The best idea is probably to build you library in Objective-C and then port it to Java which is an easier transition than going the other way. If you programme for Objective-C and make sure you code has no memory leaks - then the changes are not so complex.

If you keep the structure of your classes the same then you should find maintenance much simpler - fix a bug in the Java and you should find it easy to check for the same bug in the ObjC methods etc.

Hope this helps - sorry that it is not all good news.

Grouchal
This does help. I've edited my post a little. I'm more looking for a best practice than the ability to share a binary. The memory leak guidance is exactly the kind of information I'm looking for.
Cody C
I agree with teabot - anything that you can do to make the design similar will be a big win.
Grouchal
+4  A: 

As Grouchal mentioned - you are not going to be able to share any physical components of your application between the two platforms. However you should be able to share the logical design of your application if you carefully separate it into highly decoupled layers. This is still a big win because the logical application design probably accounts for a large part of your development effort.

You could aim to wrap the sections of the platform specific APIs (iPhone SDK etc.) that you use with your own interfaces. In doing so you are effectively hiding the platform specific libraries and making your design and code easier to manage when dealing with differences in the platforms.

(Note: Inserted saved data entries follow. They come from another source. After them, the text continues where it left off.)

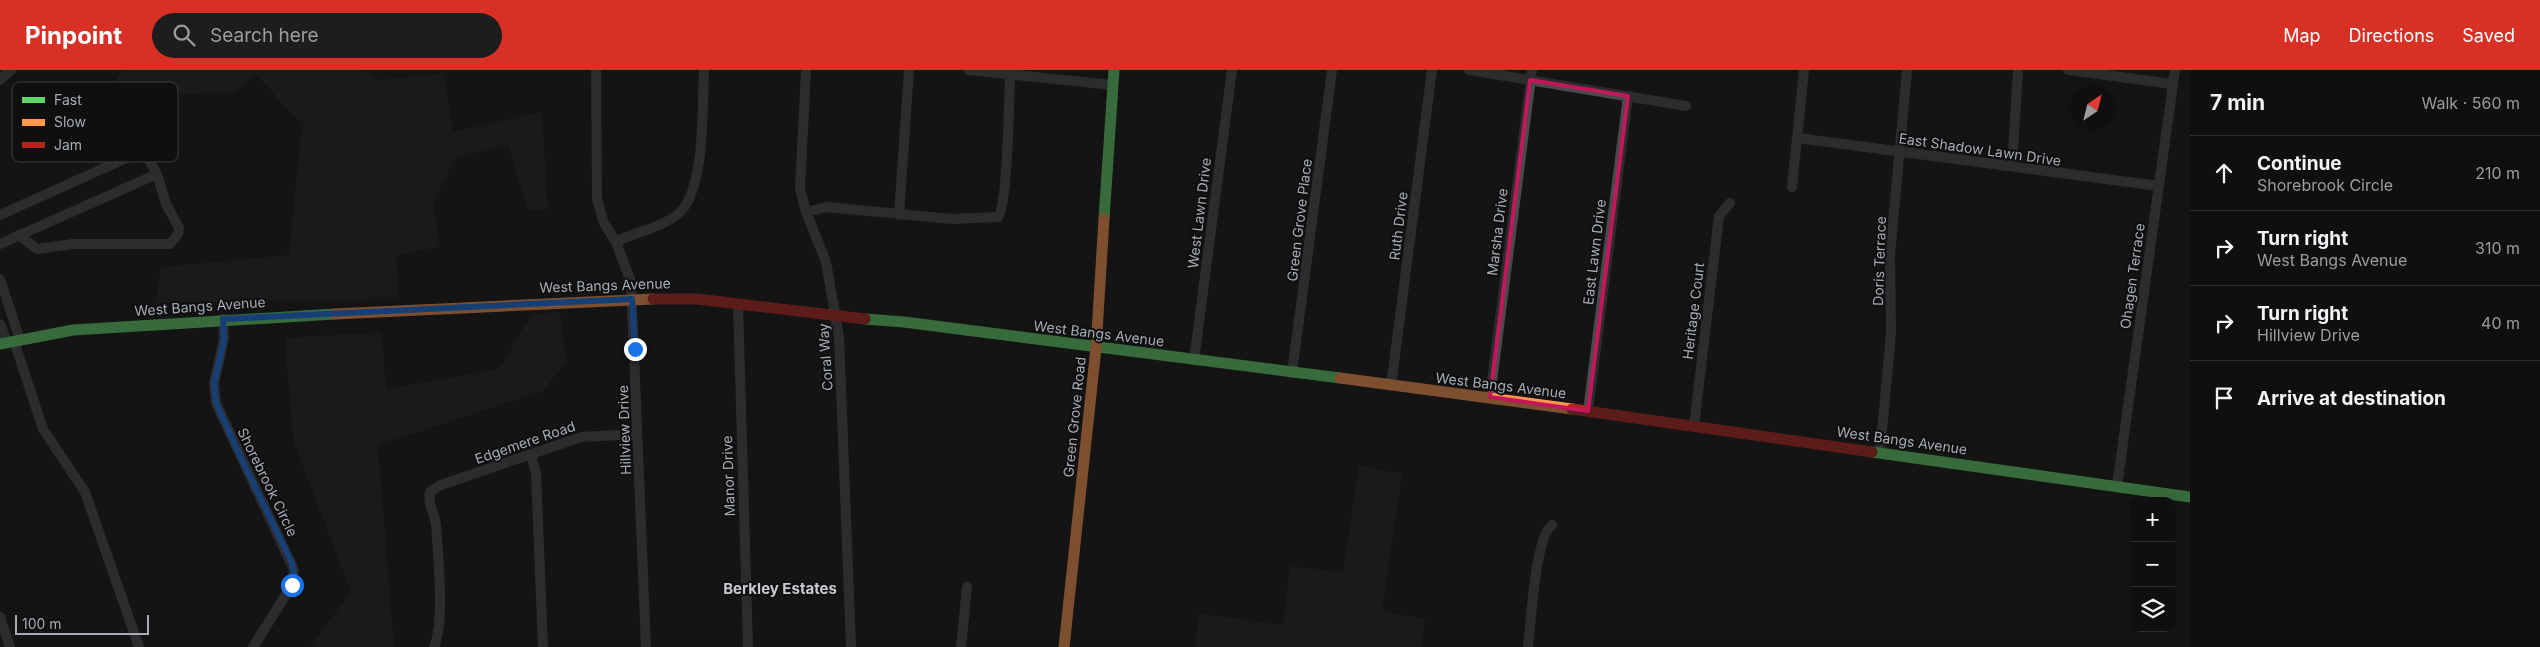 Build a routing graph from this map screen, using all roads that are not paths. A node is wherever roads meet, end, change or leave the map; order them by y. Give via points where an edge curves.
1 (10, 70) edge
2 (596, 70) edge
3 (704, 70) edge
4 (806, 70) edge
5 (909, 70) edge
6 (969, 70) edge
7 (1114, 70) edge
8 (1232, 70) edge
9 (1332, 70) edge
10 (1432, 70) edge
11 (1469, 70) edge
12 (1804, 70) edge
13 (1907, 70) edge
14 (2018, 70) edge
15 (2068, 70) edge
16 (2175, 70) edge
17 (1010, 74) junction
18 (1531, 75) edge
19 (0, 80) edge
20 (2173, 84) junction
21 (1112, 85) junction
22 (1628, 96) junction
23 (1686, 106) dead end
24 (1798, 138) junction
25 (1899, 151) junction
26 (117, 162) edge
27 (150, 162) edge
28 (2012, 166) junction
29 (157, 174) junction
30 (2159, 186) junction
31 (1792, 187) dead end
32 (1730, 203) dead end
33 (806, 212) junction
34 (0, 215) edge
35 (899, 215) junction
36 (19, 235) junction
37 (616, 242) junction
38 (0, 244) edge
39 (0, 280) edge
40 (632, 299) junction
41 (738, 304) junction
42 (836, 316) junction
43 (223, 319) junction
44 (0, 324) edge
45 (10, 342) edge
46 (1096, 348) junction
47 (1194, 360) junction
48 (1292, 373) junction
49 (1391, 386) junction
50 (1490, 397) junction
51 (1588, 411) junction
52 (1694, 426) junction
53 (637, 434) junction
54 (1880, 452) junction
55 (531, 455) junction
56 (2117, 486) junction
57 (2190, 497) edge
58 (1552, 524) dead end
59 (967, 587) dead end
60 (0, 617) edge
61 (10, 647) edge
62 (139, 647) edge
63 (252, 647) edge
64 (434, 647) edge
65 (543, 647) edge
66 (646, 647) edge
67 (748, 647) edge
68 (851, 647) edge
69 (961, 647) edge
70 (1064, 647) edge
71 (1528, 647) edge

1 - 19 street
2 - 37 street, Hillview Drive via 597,199 603,222
3 - 37 street via 698,173 690,201 670,220
4 - 33 street, Coral Way via 800,184
5 - 35 street
6 - 17 street
7 - 21 street, Green Grove Road
8 - 47 street, West Lawn Drive
9 - 48 street, Green Grove Place
10 - 49 street, Ruth Drive
11 - 18 street
12 - 24 street
13 - 25 street, Doris Terrace
14 - 28 street
15 - 20 street
16 - 20 street, Ohagen Terrace
17 - 21 street
17 - 35 street via 1002,210 998,217 952,219
18 - 22 street
18 - 50 street, Marsha Drive
20 - 30 street, Ohagen Terrace
21 - 46 street, Green Grove Road
22 - 23 street
22 - 51 street, East Lawn Drive
24 - 25 street, East Shadow Lawn Drive
24 - 31 street
25 - 28 street, East Shadow Lawn Drive
25 - 54 street, Doris Terrace via 1890,255 1890,350
26 - 34 street
27 - 29 street
28 - 30 street, East Shadow Lawn Drive
29 - 36 street
29 - 36 street via 166,204 179,228 170,244 73,244 37,249
30 - 56 street, Ohagen Terrace
32 - 52 street, Heritage Court via 1719,216
33 - 35 street via 827,207
33 - 42 street, Coral Way via 826,262
36 - 38 street
37 - 40 street, Hillview Drive via 631,282
39 - 45 street
40 - 41 street, West Bangs Avenue via 678,298
40 - 43 street, West Bangs Avenue
40 - 53 street, Hillview Drive
41 - 42 street, West Bangs Avenue
41 - 67 street, Manor Drive
42 - 46 street, West Bangs Avenue
42 - 68 street, Coral Way
43 - 45 street, West Bangs Avenue via 73,330
43 - 63 street, Shorebrook Circle via 224,340 214,383 216,403 294,570 292,585
44 - 45 street
45 - 62 street via 43,429 85,492
46 - 47 street, West Bangs Avenue
46 - 70 street, Green Grove Road
47 - 48 street, West Bangs Avenue
48 - 49 street, West Bangs Avenue
49 - 50 street, West Bangs Avenue
50 - 51 street, West Bangs Avenue
51 - 52 street, West Bangs Avenue
52 - 54 street, West Bangs Avenue
53 - 55 street, Edgemere Road via 586,436
53 - 66 street, Hillview Drive
54 - 56 street, West Bangs Avenue
55 - 64 street, Edgemere Road via 441,484 430,492 436,524 440,616
55 - 65 street via 536,473
56 - 57 street, West Bangs Avenue
58 - 71 street via 1539,547
59 - 69 street
60 - 61 street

With this in place you can write your core application code so that it appears very similar on either platform - even though they are written in different languages. I find Java and Objective-C to be very similar conceptually (at least at the level at which I use it) and would expect to be able to achieve parity with at least the following:

  • An almost identical set of Java and Objective-C classes with the same names and responsibilities
  • Java/Objective-C classes with similarly named methods
  • Java/Objective-C methods with the same responsibilities and logical implementations

This alone will make the application easier to understand across platforms. Of course the code will always look very different at the edges - i.e when you start dealing with the view, threading, networking etc. However, these concerns will be handled by your API wrappers which once developed should have fairly static interfaces.

You might also stand to benefit if you later developer further applications that need to be delivered to both platforms as you might find that you can reuse or extend your API wrappers.

teabot
+3  A: 

If you are writing a client-server type application you should also try and keep as much logic on your server as possible. Keep the amount of extra business logic on the device to a minimum. The more you can just treat the device as a view layer the less porting you'll have to do over all.

Aside from that, following the same naming conventions and package structure across all the projects helps greatly, especially for your framework code.

The UI API's and usability paradigms for BlackBerry and iPhone are so different that it won't be possible in most cases to directly port this kind of logic between apps. The biggest mistake one could make (in my opinion) is to try and transplant a user experience designed for one mobile platform on to another. The way people interact with BlackBerrys vs iPhones is very different so be prepared to revamp your user experience for each mobile platform you want to deploy on.

Hope this is helpful.

Adam B
You are right about the big mistake and making sure that user interaction is consistent on each platform.You comment about putting as much code on the server as possible doesn't always work - it relies on the user having a good connection. I think if your solution is to keep the server doing everything you might be better off writing a web app. If you are going to have a local app the user experience is not good if it needs the server to do core things and the user has no signal.